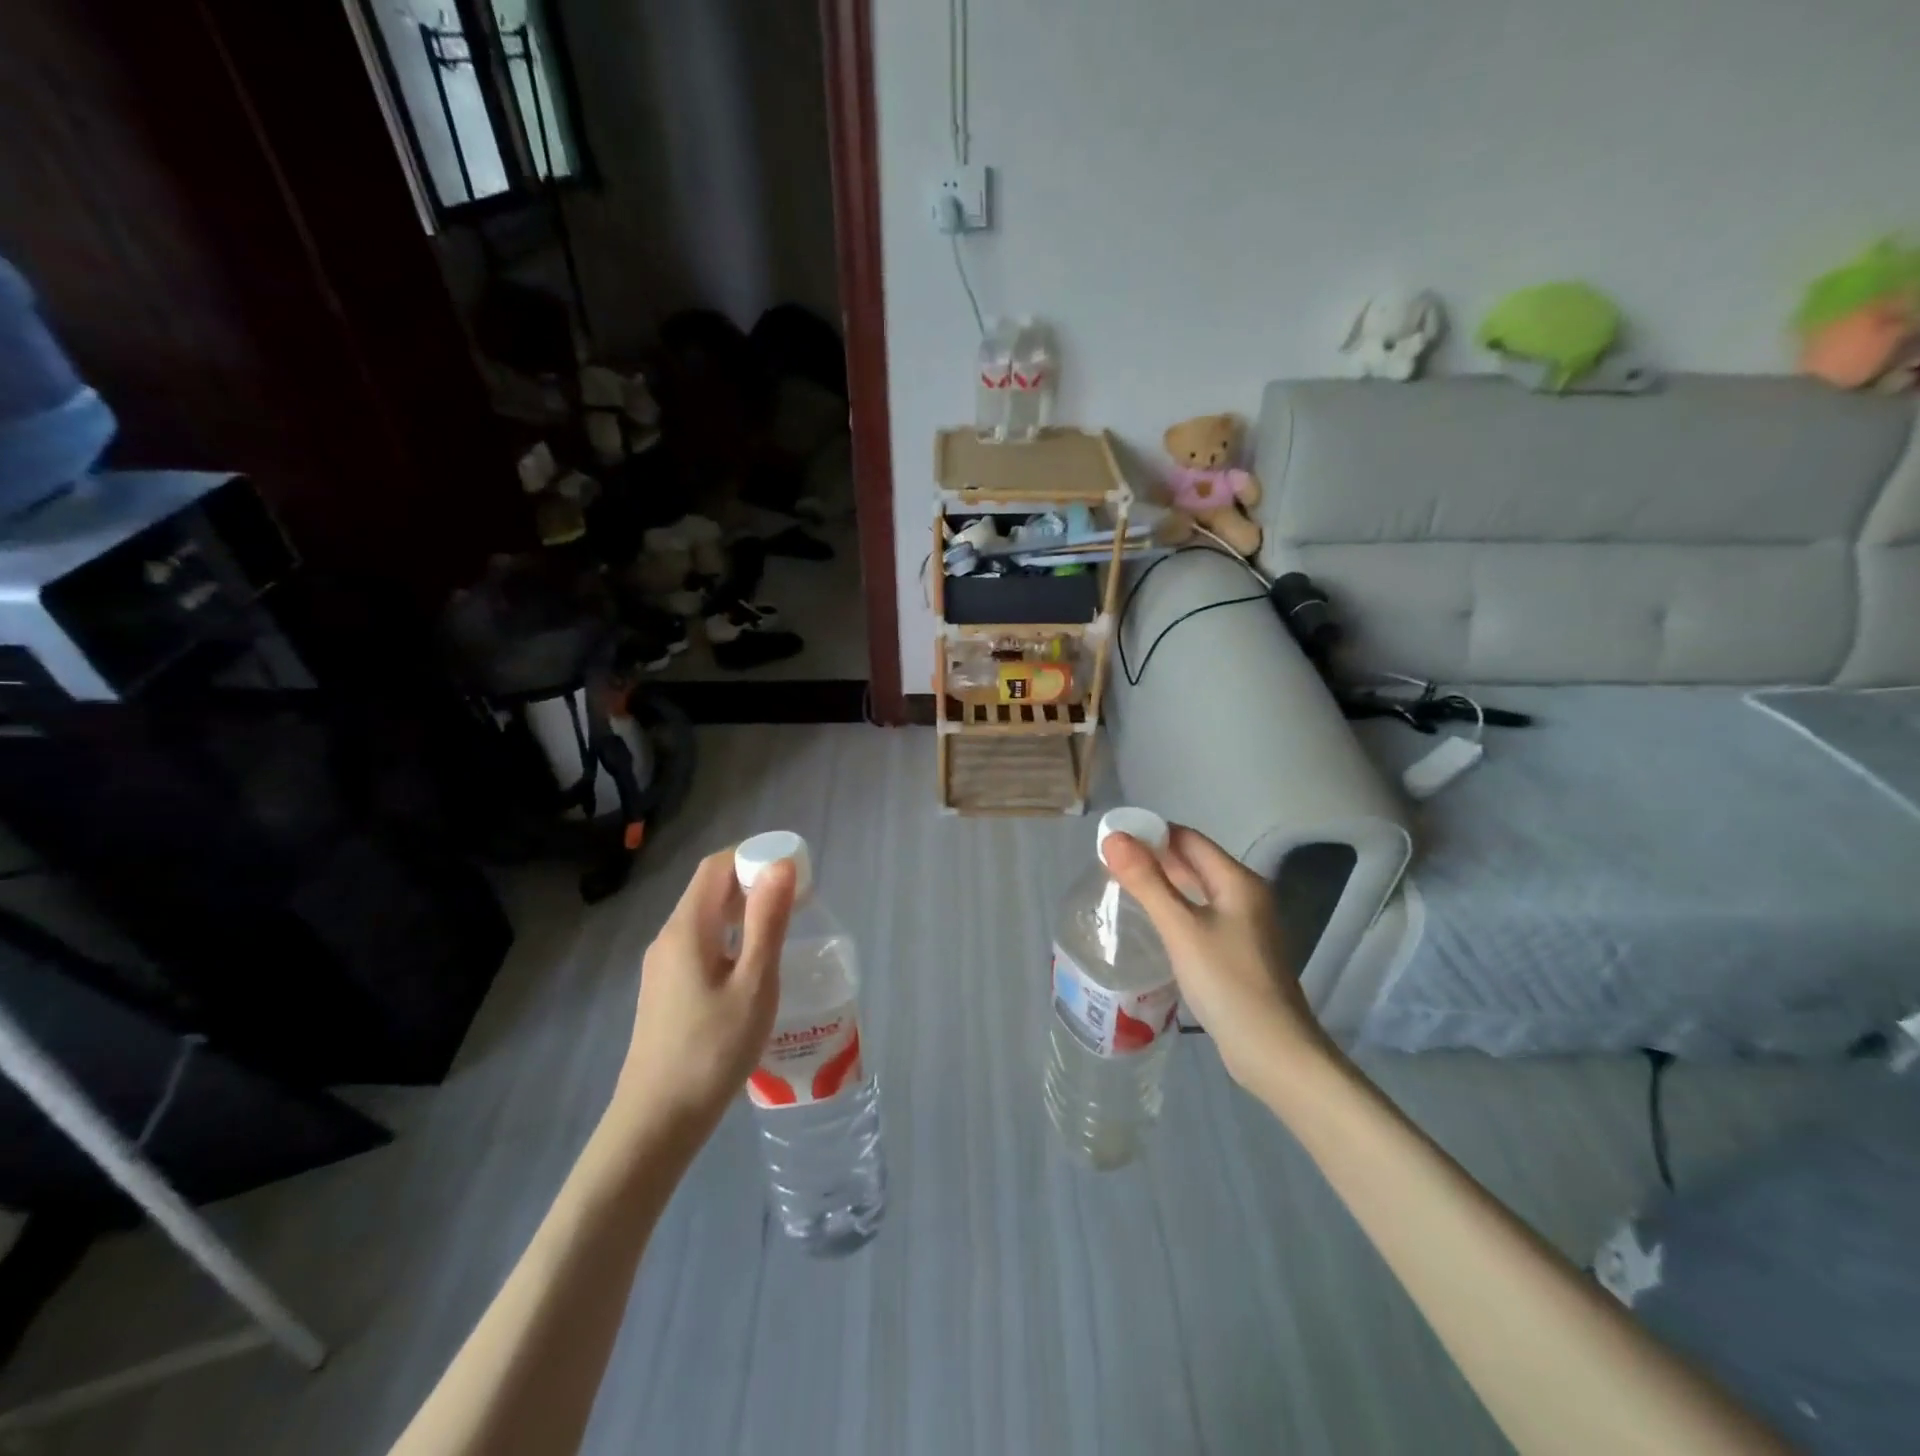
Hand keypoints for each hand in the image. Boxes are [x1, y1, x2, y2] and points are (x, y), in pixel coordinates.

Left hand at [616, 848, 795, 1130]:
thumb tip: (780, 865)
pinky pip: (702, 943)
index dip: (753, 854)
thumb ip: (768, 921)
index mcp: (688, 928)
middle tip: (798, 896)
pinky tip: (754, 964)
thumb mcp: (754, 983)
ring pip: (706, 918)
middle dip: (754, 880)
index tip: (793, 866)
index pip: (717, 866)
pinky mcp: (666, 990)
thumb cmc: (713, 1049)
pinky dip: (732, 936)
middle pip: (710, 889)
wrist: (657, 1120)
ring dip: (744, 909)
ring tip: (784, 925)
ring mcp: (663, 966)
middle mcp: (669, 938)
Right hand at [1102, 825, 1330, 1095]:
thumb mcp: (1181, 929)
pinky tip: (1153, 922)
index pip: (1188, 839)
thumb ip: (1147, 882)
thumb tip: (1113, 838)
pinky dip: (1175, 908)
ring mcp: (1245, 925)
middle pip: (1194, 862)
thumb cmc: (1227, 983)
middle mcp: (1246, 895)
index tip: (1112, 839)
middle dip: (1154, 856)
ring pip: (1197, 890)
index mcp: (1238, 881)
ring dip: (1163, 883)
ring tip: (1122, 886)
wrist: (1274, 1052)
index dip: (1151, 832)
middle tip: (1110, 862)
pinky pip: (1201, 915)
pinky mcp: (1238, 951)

+++

Work request
Search the material above for lines containing the string "middle", then pull them out.

Expected answer
middle tip: (798, 896)
middle dip: (754, 880)
middle pip: (710, 889)
middle mcp: (669, 938)
middle pip: (1194, 862)
middle mcp: (1246, 895)
middle dip: (1154, 856)
middle tip: (1110, 862)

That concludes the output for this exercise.